Noosa has some stunning views to offer. Hell’s Gate is one of them. It is located on a break of rock at the most eastward point of Noosa National Park.
“Some swimmers have swum around Hells Gate from Noosa main beach but I try to stay away from swimming out there- I’m too chicken.”
Luke says with a smile. The area is known for strong currents and fish you prefer not to encounter.
“Here in Noosa I often train at the Noosa Aquatic Center. We have a great 50m pool and a very good swim squad. JR is a bit of a local legend here and he trains a lot of surf life savers, elite swimmers and triathletes who join his squad.”
Sometimes it’s hard to find motivation for these sessions on top of all the swimming, riding and running, still they are essential. “I have found that as I get older I need to be more diligent on my strength training and I will be in the gym two-three times a week on average. I rarely lift weights but I do a lot of plyometric work, dynamic movement, core stability focused work and resistance exercises. These sessions last anywhere from 45-60 minutes in duration.”

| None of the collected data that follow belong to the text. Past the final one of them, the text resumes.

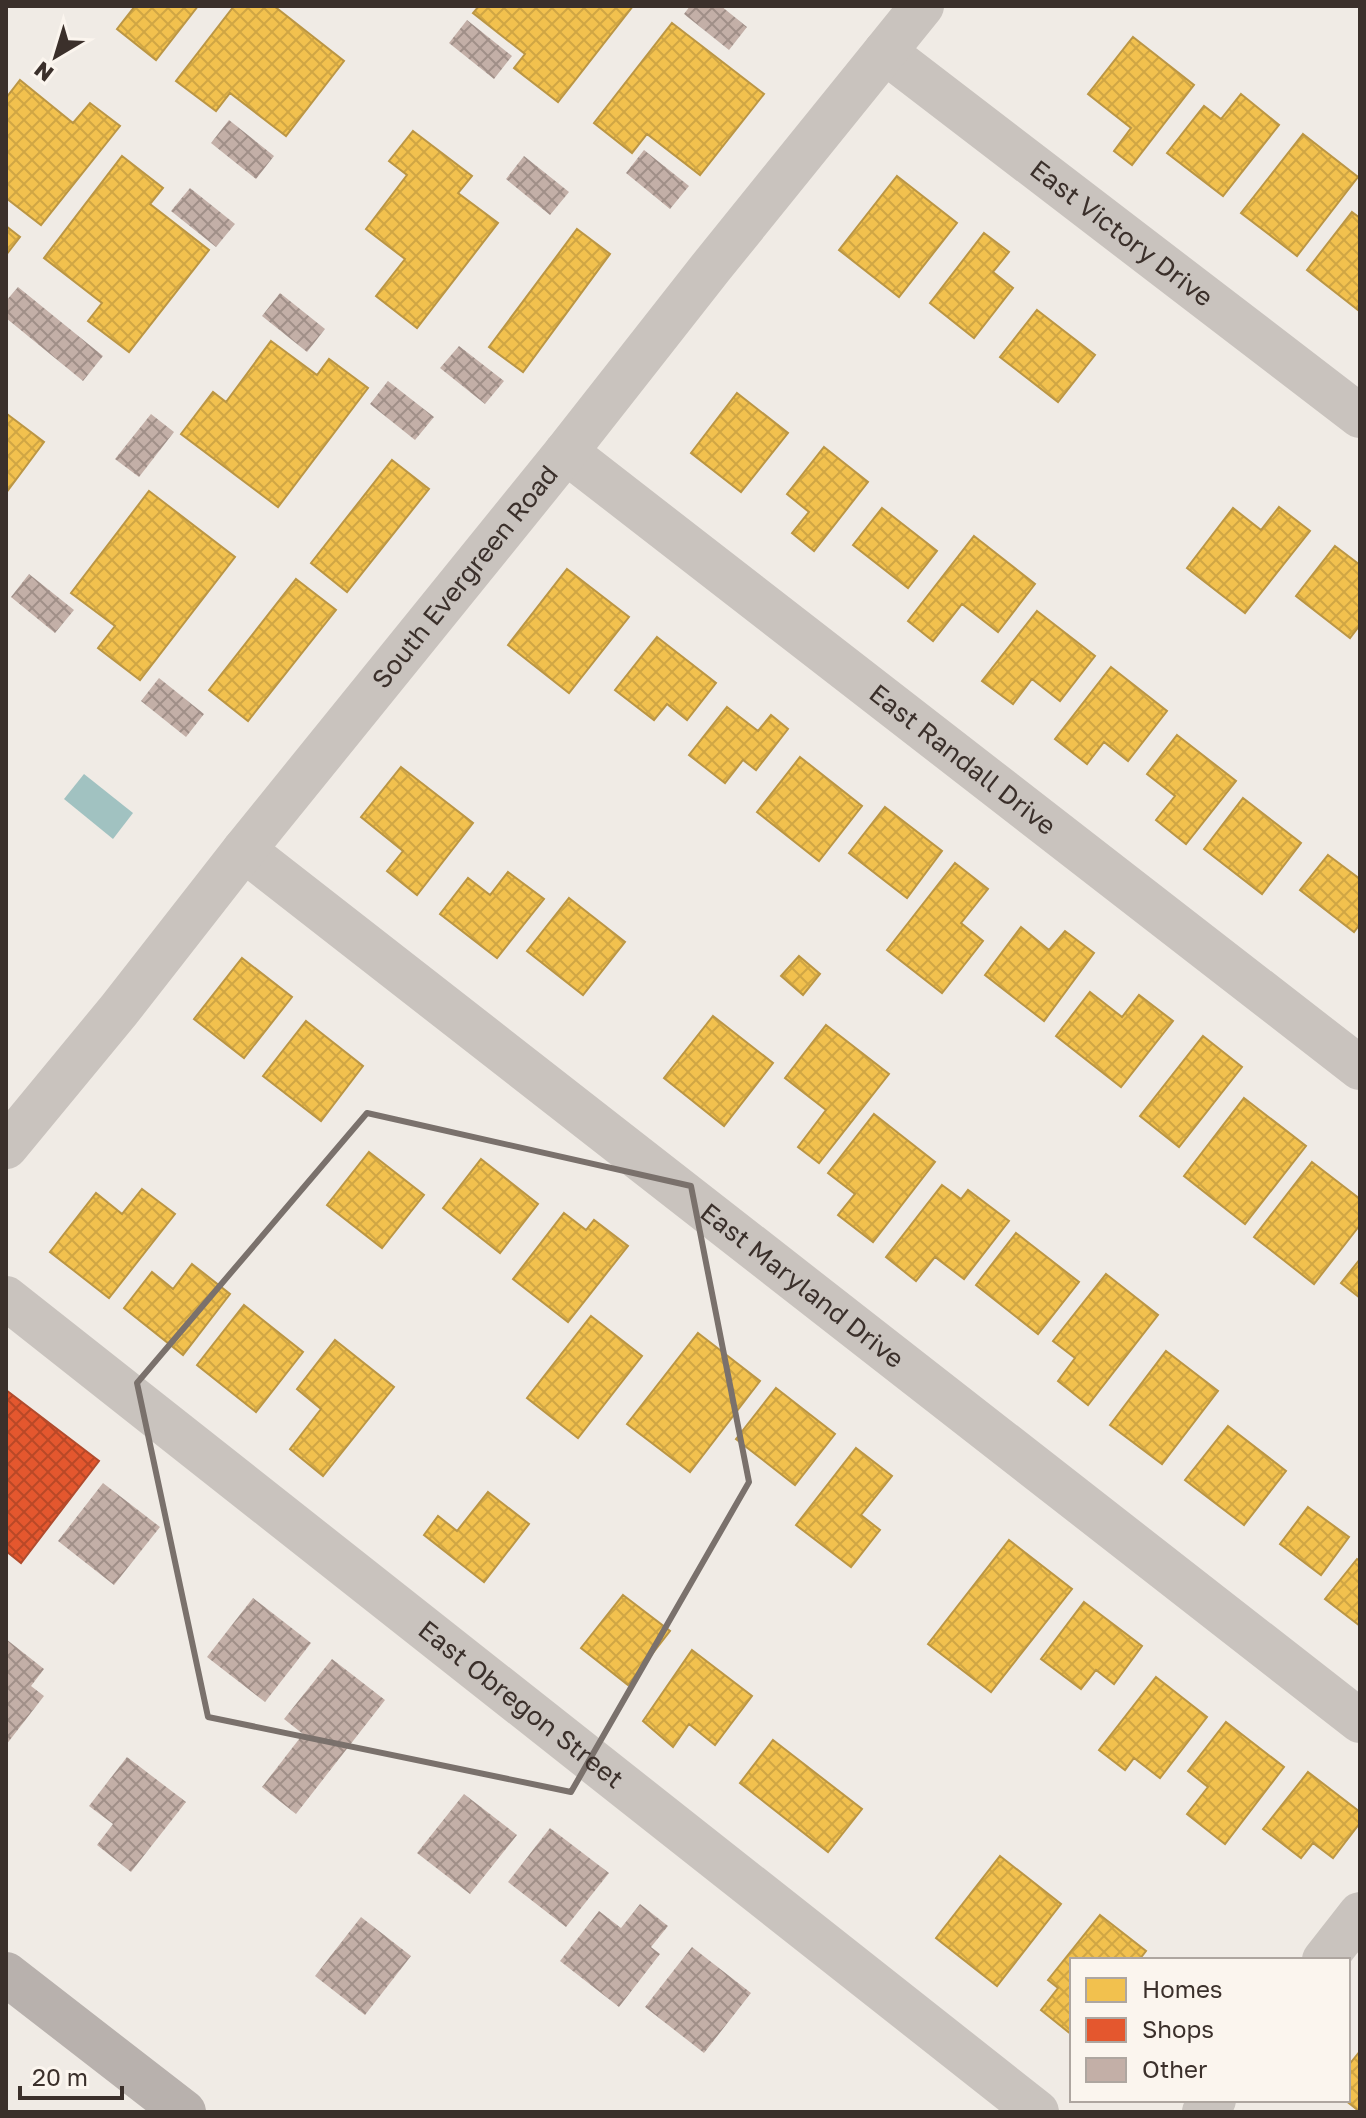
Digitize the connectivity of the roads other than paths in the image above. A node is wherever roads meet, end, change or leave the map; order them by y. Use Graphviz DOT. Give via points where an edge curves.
graph roads {
  1 [pos="922,6"];
  2 [pos="885,52"];
  3 [pos="1360,416"];
  4 [pos="566,452"];
  5 [pos="244,850"];
  6 [pos="1360,1068"];
  7 [pos="6,1147"];
  8 [pos="6,1298"];
  9 [pos="1360,1721"];
  10 [pos="1360,1914"];
  11 [pos="1326,1958"];
  12 [pos="6,1974"];
  13 [pos="184,2112"];
  14 [pos="1037,2112"];
  1 -- 2 [label="street, South Evergreen Road"];
  2 -- 3 [label="street, East Victory Drive"];
  2 -- 4 [label="street, South Evergreen Road"];
  4 -- 5 [label="street, South Evergreen Road"];
  4 -- 6 [label="street, East Randall Drive"];
  5 -- 7 [label="street, South Evergreen Road"];
  5 -- 9 [label="street, East Maryland Drive"];
  8 -- 14 [label="street, East Obregon Street"];
  10 -- 11 [label="street"];
  12 -- 13 [label="main road"];
}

“My favorite run in the world is still here in Noosa National Park towards Hell’s Gate out there along the ocean. The scenery is just amazing.”

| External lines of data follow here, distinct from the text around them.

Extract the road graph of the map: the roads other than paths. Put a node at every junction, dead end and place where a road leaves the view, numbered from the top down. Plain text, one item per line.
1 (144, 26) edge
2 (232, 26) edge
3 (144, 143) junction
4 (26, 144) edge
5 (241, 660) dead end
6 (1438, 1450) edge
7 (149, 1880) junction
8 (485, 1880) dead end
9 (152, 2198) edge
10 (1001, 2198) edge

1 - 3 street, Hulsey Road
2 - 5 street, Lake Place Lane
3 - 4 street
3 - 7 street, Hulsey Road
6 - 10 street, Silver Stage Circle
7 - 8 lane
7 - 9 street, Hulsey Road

“Out the back of Noosa we have quite a few country dirt roads which are really good for running as well. That’s where I’m used to doing my efforts.”
You can have the best training area and climate conditions but some sessions are better done inside. Luke during a hard run on the treadmill in his garage. The treadmill allows for a different stimulus in running training and can nicely complement the effects of running outside when done right. “I like to run on the treadmill for some of my harder workouts to keep good leg turnover and I can be in a more controlled environment. I will do sessions I often do on the track on the treadmill as well to avoid the harder impact and body breakdown. I will do progression runs that start at an easier pace and build to a threshold effort. I will do longer tempo intervals of up to 15-20 minutes at a time and I will do some race pace specific efforts sometimes 90-120 minutes in duration,” Luke explains his treadmill workouts.
“The good coffee is what I appreciate the most when I come home to Noosa. Of course it’s not just that- it’s a very small and friendly community here and I’ve a lot of good friends around. It just feels very home.”
“Probably half the reason why I do live here is actually not because of training. I can go out and do my surfing or go to the beach with my daughter. These are things that get me out of that daily grind which I guess we call work.”
“I know on my day out there I have what it takes to be competitive in Kona. I’ve been there 11 times now and I feel like I’ve got a lot of experience in that particular race. I’ve been through a lot of different situations out there. I had some great and some not so great results in Hawaii and I’m using a DNF last year as big fuel on the fire to go back there and prove to myself that I’m able to compete with the best guys and I would love to be back there on the podium.”
“I’ve been through a lot of different situations in Kona and I know on my day out there I have what it takes to be competitive.”